No llaman la atención a primera vista, pero ahí están, puedo verlas. La hermana luna y las estrellas no podían faltar en una noche como esta. La creación abraza el cenáculo, donde Jesús nos regala el mandamiento del amor, haciéndolo palpable con gestos que nos hablan de entrega, de servicio, de humildad.

Miro a las personas que aparecen en la imagen y reconozco a Jesús en el centro, rodeado de sus amigos. Parece que conversan animados, celebrando. Jesús, sin embargo, se muestra pensativo. Uno de sus amigos, Juan, el discípulo amado, también con semblante preocupado, se apoya en su hombro. Saben que lo que se acerca será difícil. 

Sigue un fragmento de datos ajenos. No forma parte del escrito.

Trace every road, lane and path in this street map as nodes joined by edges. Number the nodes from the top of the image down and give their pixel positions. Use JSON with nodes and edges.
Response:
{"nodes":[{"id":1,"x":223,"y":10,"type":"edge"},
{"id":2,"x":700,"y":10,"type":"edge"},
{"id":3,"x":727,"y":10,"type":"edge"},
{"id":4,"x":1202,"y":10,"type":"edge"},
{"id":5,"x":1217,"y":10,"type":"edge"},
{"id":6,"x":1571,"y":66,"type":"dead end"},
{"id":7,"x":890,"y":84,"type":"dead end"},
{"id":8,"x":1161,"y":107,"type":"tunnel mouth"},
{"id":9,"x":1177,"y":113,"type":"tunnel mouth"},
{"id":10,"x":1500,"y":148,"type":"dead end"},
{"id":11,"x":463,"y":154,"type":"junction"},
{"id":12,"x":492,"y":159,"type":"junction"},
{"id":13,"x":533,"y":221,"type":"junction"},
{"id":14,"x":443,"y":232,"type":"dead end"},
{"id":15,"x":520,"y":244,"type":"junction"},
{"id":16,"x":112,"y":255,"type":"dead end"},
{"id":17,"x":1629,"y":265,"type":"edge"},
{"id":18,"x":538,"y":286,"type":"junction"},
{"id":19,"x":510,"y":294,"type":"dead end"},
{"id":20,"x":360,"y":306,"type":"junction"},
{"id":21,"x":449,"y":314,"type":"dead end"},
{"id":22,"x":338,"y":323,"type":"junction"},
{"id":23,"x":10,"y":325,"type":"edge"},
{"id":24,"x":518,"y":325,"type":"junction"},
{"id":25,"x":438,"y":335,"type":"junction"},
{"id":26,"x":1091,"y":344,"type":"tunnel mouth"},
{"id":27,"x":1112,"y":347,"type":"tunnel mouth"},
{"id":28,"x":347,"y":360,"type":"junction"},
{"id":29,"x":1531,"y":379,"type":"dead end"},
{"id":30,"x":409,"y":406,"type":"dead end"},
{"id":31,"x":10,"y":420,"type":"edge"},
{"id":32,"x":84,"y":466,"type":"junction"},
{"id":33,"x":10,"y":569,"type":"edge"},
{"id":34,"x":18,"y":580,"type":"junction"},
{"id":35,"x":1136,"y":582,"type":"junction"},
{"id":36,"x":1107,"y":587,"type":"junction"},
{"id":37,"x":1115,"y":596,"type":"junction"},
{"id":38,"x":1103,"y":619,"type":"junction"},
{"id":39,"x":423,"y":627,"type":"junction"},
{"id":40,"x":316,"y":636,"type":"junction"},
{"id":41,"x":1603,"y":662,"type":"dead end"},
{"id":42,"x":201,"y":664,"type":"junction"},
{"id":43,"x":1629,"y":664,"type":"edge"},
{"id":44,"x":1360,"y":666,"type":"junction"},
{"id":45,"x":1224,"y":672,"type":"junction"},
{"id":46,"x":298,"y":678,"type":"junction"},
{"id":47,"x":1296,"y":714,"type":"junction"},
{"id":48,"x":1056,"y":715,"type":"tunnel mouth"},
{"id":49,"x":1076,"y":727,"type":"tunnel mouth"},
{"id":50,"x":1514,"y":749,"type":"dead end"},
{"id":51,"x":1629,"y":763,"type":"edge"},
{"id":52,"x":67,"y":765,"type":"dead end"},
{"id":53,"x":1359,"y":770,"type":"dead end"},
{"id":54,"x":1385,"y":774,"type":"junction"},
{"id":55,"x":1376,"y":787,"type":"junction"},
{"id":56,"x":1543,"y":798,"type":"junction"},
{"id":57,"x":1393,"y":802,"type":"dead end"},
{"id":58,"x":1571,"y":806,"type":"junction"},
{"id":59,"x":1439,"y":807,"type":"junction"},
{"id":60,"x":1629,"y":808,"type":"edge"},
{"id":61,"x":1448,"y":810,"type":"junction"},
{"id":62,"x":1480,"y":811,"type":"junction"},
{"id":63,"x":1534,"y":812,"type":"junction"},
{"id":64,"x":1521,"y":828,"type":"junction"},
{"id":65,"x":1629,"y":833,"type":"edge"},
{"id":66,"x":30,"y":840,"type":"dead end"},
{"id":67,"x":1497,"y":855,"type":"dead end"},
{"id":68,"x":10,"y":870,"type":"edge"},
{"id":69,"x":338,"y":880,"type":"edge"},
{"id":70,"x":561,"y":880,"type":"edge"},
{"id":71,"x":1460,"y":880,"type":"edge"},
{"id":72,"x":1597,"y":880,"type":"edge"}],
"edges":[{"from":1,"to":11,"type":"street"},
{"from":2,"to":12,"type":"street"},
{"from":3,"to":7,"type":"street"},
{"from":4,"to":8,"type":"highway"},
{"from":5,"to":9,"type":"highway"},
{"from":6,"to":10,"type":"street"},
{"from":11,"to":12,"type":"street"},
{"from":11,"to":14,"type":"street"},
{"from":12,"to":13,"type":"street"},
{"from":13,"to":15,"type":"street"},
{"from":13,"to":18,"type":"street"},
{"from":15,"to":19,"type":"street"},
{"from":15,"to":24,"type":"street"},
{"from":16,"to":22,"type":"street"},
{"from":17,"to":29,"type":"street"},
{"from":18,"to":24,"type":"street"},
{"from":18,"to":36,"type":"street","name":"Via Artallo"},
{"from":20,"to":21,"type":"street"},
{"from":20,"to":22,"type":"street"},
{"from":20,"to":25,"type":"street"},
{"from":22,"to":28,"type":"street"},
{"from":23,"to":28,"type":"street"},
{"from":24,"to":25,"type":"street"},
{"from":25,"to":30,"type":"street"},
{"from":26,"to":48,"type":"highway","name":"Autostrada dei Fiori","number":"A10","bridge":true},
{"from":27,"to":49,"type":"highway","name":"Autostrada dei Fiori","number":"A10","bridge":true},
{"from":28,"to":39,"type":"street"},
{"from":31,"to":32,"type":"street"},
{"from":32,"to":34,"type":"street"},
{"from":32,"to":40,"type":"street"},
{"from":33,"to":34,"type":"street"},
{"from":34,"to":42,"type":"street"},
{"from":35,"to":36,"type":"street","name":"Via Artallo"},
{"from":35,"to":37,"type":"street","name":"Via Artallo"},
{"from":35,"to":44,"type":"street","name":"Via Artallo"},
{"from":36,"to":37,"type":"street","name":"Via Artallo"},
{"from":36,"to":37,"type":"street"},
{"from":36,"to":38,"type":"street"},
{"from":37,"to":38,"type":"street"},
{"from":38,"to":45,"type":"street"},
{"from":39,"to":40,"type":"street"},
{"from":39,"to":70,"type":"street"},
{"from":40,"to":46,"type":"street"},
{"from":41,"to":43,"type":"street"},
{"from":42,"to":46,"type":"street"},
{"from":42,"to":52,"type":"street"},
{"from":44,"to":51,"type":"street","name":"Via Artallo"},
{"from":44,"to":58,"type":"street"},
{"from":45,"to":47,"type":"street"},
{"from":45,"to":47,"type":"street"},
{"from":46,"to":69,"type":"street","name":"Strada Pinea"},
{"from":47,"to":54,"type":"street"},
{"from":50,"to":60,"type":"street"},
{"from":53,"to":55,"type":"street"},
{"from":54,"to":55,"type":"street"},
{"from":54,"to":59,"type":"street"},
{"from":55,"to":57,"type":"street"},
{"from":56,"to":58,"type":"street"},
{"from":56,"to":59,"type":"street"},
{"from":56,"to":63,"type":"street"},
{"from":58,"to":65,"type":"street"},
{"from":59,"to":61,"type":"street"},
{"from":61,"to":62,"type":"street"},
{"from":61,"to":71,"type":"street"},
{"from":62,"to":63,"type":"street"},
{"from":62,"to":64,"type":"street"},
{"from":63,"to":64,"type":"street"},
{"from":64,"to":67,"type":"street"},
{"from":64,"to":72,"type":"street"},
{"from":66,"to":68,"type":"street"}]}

Advierto también que uno de ellos no tiene halo de santidad, ese círculo de luz dorada que distingue a los verdaderos amigos de Jesús. Ahí está  Judas, el discípulo que pronto le traicionará.

Han pasado más de dos mil años, pero hay cosas que no cambian. ¡Qué bonito es compartir con los amigos! ¡Cuánto me gusta sentir su cercanía y su apoyo! Reunirme con ellos para celebrar es algo que hago en los momentos importantes de mi vida, y no hay mejor manera de hacerlo que alrededor de una mesa. 

Jesús lo sabía bien y así quiso hacerlo. Así, en torno a una mesa, nos anunció que se quedaría para siempre con nosotros, en ese pan que es Él mismo, que se parte y se reparte. En ese vino que es su propia sangre, que se derramará por amor a nosotros. Allí nos enseña que tenemos que amarnos como hermanos, hijos de un mismo Padre. 

En cada eucaristía, en la consagración, repetimos ese memorial de amor. Y en cada eucaristía, Él vuelve a hacerse presente en el pan y en el vino para repartirse de nuevo entre sus amigos, entre todos nosotros.

Jesús me invita a su cena: ¿acepto la invitación? ¿reconozco que los demás son mis hermanos, como me pide Jesús hoy, y como tan bien entendió san Francisco?